(Collected data)

==*==

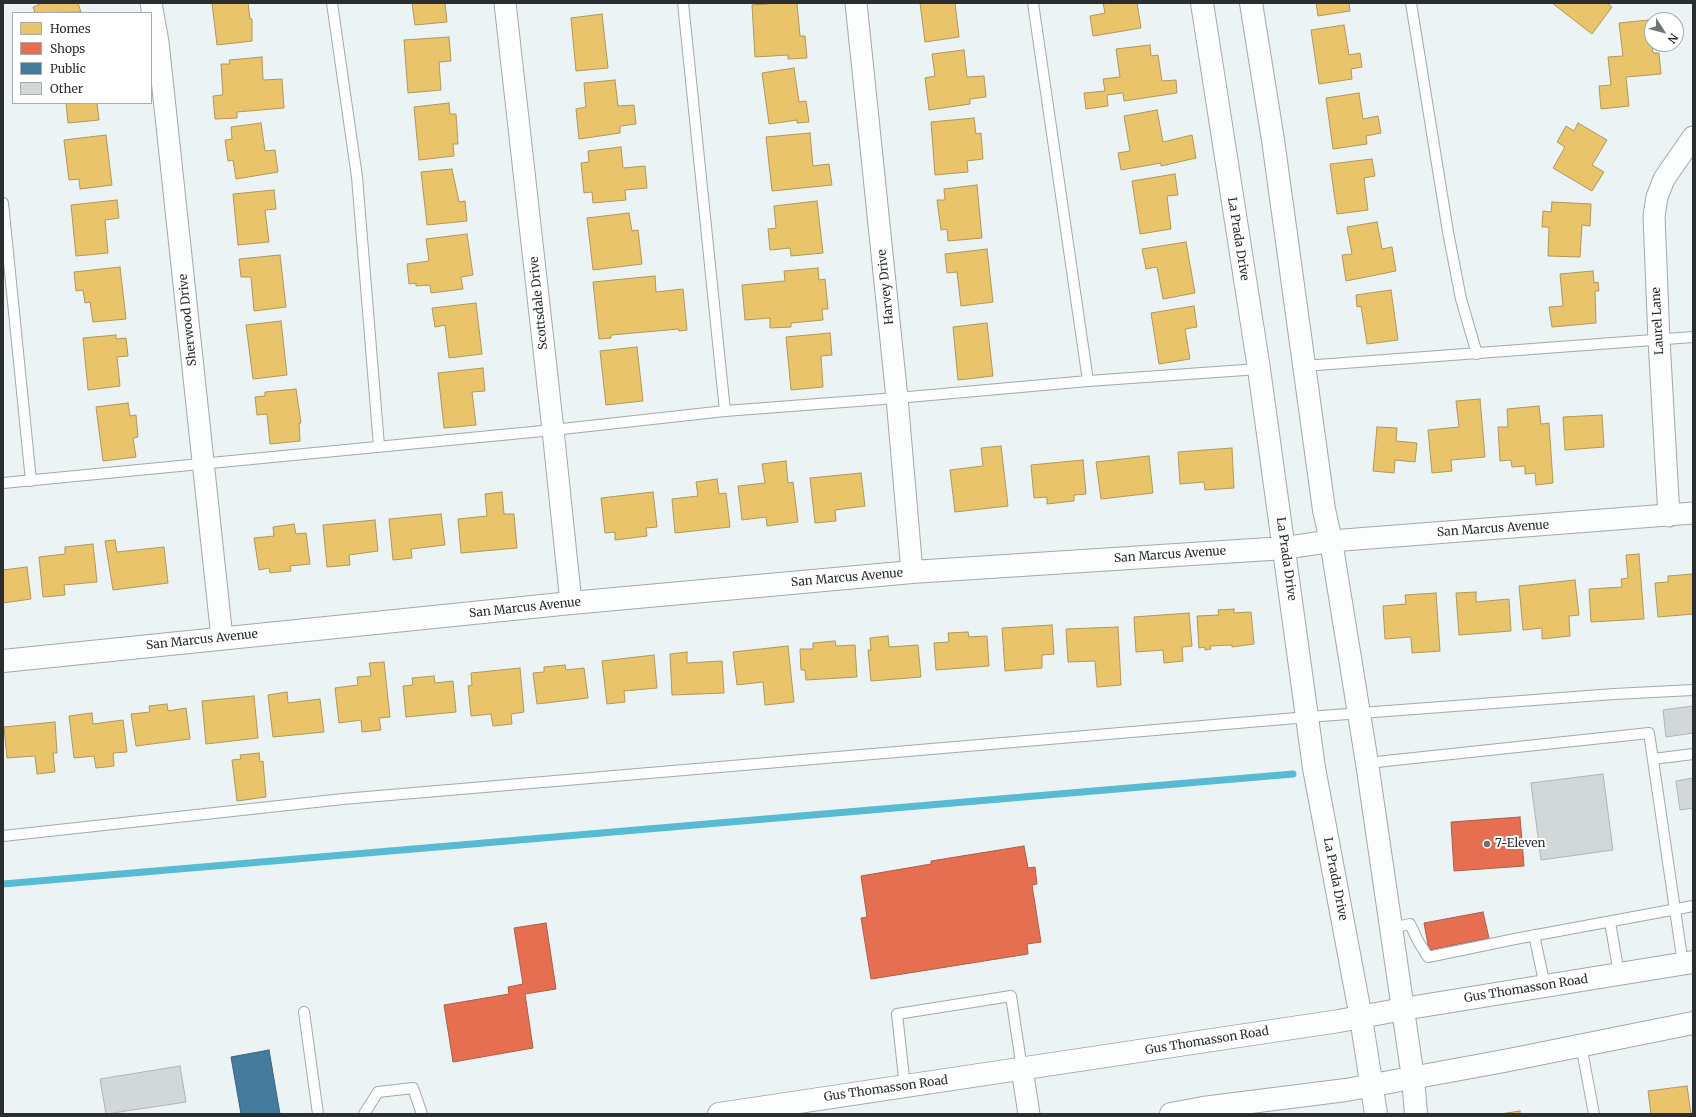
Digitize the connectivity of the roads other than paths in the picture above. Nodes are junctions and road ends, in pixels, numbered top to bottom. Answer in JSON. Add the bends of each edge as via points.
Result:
{"nodes":[{"id":1,"x":151,"y":3,"type":"edge"},
{"id":2,"x":332,"y":3,"type":"edge"},
{"id":3,"x":505,"y":3,"type":"edge"},
{"id":4,"x":683,"y":3,"type":"edge"},
{"id":5,"x":856,"y":3,"type":"edge"},
{"id":6,"x":1034,"y":3,"type":"edge"},
{"id":7,"x":1202,"y":3,"type":"edge"},
{"id":8,"x":1252,"y":3,"type":"edge"},
{"id":9,"x":1411,"y":3,"type":"edge"},
{"id":10,"x":1693,"y":137,"type":"edge"},
{"id":11,"x":3,"y":202,"type":"edge"},
{"id":12,"x":1693,"y":337,"type":"edge"},
{"id":13,"x":1659,"y":340,"type":"junction"},
{"id":14,"x":1477,"y":354,"type":"junction"},
{"id":15,"x":1304,"y":366,"type":"junction"},
{"id":16,"x":1259,"y":370,"type":"junction"},
{"id":17,"x":1088,"y":381,"type":"junction"},
{"id":18,"x":898,"y":398,"type":"junction"},
{"id":19,"x":725,"y":411,"type":"junction"},
{"id":20,"x":553,"y":430,"type":"junction"},
{"id":21,"x":379,"y":446,"type":"junction"},
{"id":22,"x":204,"y":463,"type":"junction"},
{"id":23,"x":31,"y":481,"type":"junction"},
{"id":24,"x":3,"y":483,"type":"edge"},
{"id":25,"x":1693,"y":513,"type":"edge"},
{"id":26,"x":1669,"y":516,"type":"junction"},
{"id":27,"x":1331,"y":541,"type":"junction"},
{"id":28,"x":1285,"y":548,"type":"junction"},
{"id":29,"x":912,"y":572,"type":"junction"},
{"id":30,"x":570,"y":604,"type":"junction"},
{"id":31,"x":222,"y":638,"type":"junction"},
{"id":32,"x":3,"y":661,"type":"edge"},
{"id":33,"x":1693,"y":690,"type":"edge"},
{"id":34,"x":1359,"y":713,"type":"junction"},
{"id":35,"x":1308,"y":717,"type":"junction"},
{"id":36,"x":1693,"y":754,"type":"edge"},
{"id":37,"x":1653,"y":759,"type":"junction"},
{"id":38,"x":1367,"y":763,"type":"junction"},
{"id":39,"x":3,"y":836,"type":"edge"},
{"id":40,"x":1693,"y":906,"type":"edge"},
{"id":41,"x":1675,"y":910,"type":"junction"},
{"id":42,"x":1610,"y":922,"type":"junction"},
{"id":43,"x":1391,"y":928,"type":"junction"},
{"id":44,"x":1534,"y":936,"type":"junction"},
{"id":45,"x":1688,"y":963,"type":"edge"},
{"id":46,"x":1618,"y":974,"type":"junction"},
{"id":47,"x":1545,"y":986,"type":"junction"},
{"id":48,"x":1403,"y":1009,"type":"junction"},
{"id":49,"x":304,"y":1012,"type":"dead end"},
{"id":50,"x":1361,"y":1018,"type":"junction"},
{"id":51,"x":1693,"y":1023,"type":"edge"},
{"id":52,"x":1581,"y":1045,"type":"junction"},
{"id":53,"x":1022,"y":1069,"type":"junction"},
{"id":54,"x":1413,"y":1078,"type":"junction"},
{"id":55,"x":1372,"y":1084,"type":"junction"},
{"id":56,"x":905,"y":1087,"type":"junction"},
{"id":57,"x":1203,"y":1111,"type":"edge"},
{"id":58,"x":318,"y":1114,"type":"edge"},
{"id":59,"x":364,"y":1114,"type":"edge"},
{"id":60,"x":422,"y":1114,"type":"edge"},
{"id":61,"x":719,"y":1114,"type":"edge"},
{"id":62,"x":1029,"y":1114,"type":"edge"},
{"id":63,"x":1171,"y":1114,"type":"edge"},
{"id":64,"x":1376,"y":1114,"type":"edge"},
{"id":65,"x":1416,"y":1114,"type":"edge"},
{"id":66,"x":1594,"y":1114,"type":"edge"}],
"edges":[{"from":1,"to":22,"type":"street","name":"Sherwood Drive","via":[[158,42]]},
{"from":2,"to":21,"type":"lane","via":[[357,177]]},
{"from":3,"to":20,"type":"street","name":"Scottsdale Drive"},
{"from":4,"to":19,"type":"lane"},
{"from":5,"to":18,"type":"street","name":"Harvey Drive"},
{"from":6,"to":17,"type":"lane"},
{"from":7,"to":16,"type":"main road","name":"La Prada Drive"},
{"from":8,"to":15,"type":"main road"},
{"from":9,"to":14,"type":"lane","via":[[1461,299]]},
{"from":10,"to":13,"type":"street","name":"Laurel Lane","via":[[1664,179],[1657,197],[1654,216]]},
{"from":11,"to":23,"type":"lane"},
{"from":12,"to":13,"type":"lane"},
{"from":13,"to":14,"type":"lane"},
{"from":13,"to":26,"type":"street","name":"Laurel Lane"},
{"from":14,"to":15,"type":"lane"},
{"from":15,"to":27,"type":"main road","via":[[1324,510]]},
{"from":16,"to":17,"type":"lane"},
{"from":16,"to":28,"type":"main road","name":"La Prada Drive"},
{"from":17,"to":18,"type":"lane"},
{"from":18,"to":19,"type":"lane"},
{"from":18,"to":29,"type":"street","name":"Harvey Drive"},
{"from":19,"to":20,"type":"lane"},
{"from":20,"to":21,"type":"lane"},
{"from":20,"to":30,"type":"street","name":"Scottsdale Drive"},
{"from":21,"to":22,"type":"lane"},
{"from":22,"to":23,"type":"lane"},
{"from":22,"to":31,"type":"street","name":"Sherwood Drive"},
{"from":23,"to":24,"type":"lane"},
{"from":25,"to":26,"type":"street","name":"San Marcus Avenue"},
{"from":26,"to":27,"type":"street","name":"San Marcus Avenue"},
{"from":27,"to":28,"type":"main road","name":"San Marcus Avenue"},
{"from":27,"to":34,"type":"main road"},
{"from":28,"to":29,"type":"main road","name":"San Marcus Avenue"},
{"from":28,"to":35,"type":"main road","name":"La Prada Drive"},
{"from":29,"to":30,"type":"main road","name":"San Marcus Avenue"},
{"from":30,"to":31,"type":"main road","name":"San Marcus Avenue"},
{"from":31,"to":32,"type":"main road","name":"San Marcus Avenue"},
{"from":33,"to":34,"type":"lane"},
{"from":34,"to":35,"type":"lane"},
{"from":34,"to":38,"type":"main road"},
{"from":35,"to":39,"type":"lane","via":[[343,799]]},
{"from":35,"to":50,"type":"main road","name":"La Prada Drive","via":[[1314,768]]},
{"from":36,"to":37,"type":"lane"},
{"from":37,"to":38,"type":"lane","via":[[1649,733]]},
{"from":37,"to":41,"type":"lane"},
{"from":38,"to":43,"type":"main road"},
{"from":40,"to":41,"type":"lane"},
{"from":41,"to":42,"type":"lane"},
{"from":41,"to":45,"type":"lane"},
{"from":42,"to":44,"type":"lane"},
{"from":42,"to":46,"type":"lane"},
{"from":43,"to":44,"type":"lane","via":[[1410,924],[1428,957]]},
{"from":43,"to":48,"type":"main road"},
{"from":44,"to":47,"type":"lane"},
{"from":45,"to":46,"type":"main road","name":"Gus Thomasson Road"},
{"from":46,"to":47,"type":"main road","name":"Gus Thomasson Road"},
{"from":47,"to":48,"type":"main road","name":"Gus Thomasson Road"},
{"from":48,"to":50,"type":"main road","name":"Gus Thomasson Road"},
{"from":48,"to":54,"type":"main road"},
{"from":49,"to":58,"type":"lane"},
{"from":50,"to":53,"type":"main road","name":"Gus Thomasson Road"},
{"from":50,"to":55,"type":"main road","name":"La Prada Drive"},
{"from":51,"to":52,"type":"main road"},
{"from":52,"to":54,"type":"main road"},
{"from":52,"to":66,"type":"lane"},
{"from":53,"to":56,"type":"main road","name":"Gus Thomasson Road"},
{"from":53,"to":56,"type":"lane","via":[[1012,996],[897,1014]]},
{"from":53,"to":62,"type":"street"},
{"from":54,"to":55,"type":"main road"},
{"from":54,"to":65,"type":"main road"},
{"from":55,"to":57,"type":"main road"},
{"from":55,"to":64,"type":"main road","name":"La Prada Drive"},
{"from":56,"to":61,"type":"main road","name":"Gus Thomasson Road"},
{"from":57,"to":63,"type":"main road"},
{"from":59,"to":60,"type":"lane","via":[[378,1092],[414,1088]]}]}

==*==

Problem requirements >> Copy out each line of the records where the word "Scottsdale" appears.

Task response >>
{"from":3,"to":20,"type":"street","name":"Scottsdale Drive"},
{"from":20,"to":30,"type":"street","name":"Scottsdale Drive"},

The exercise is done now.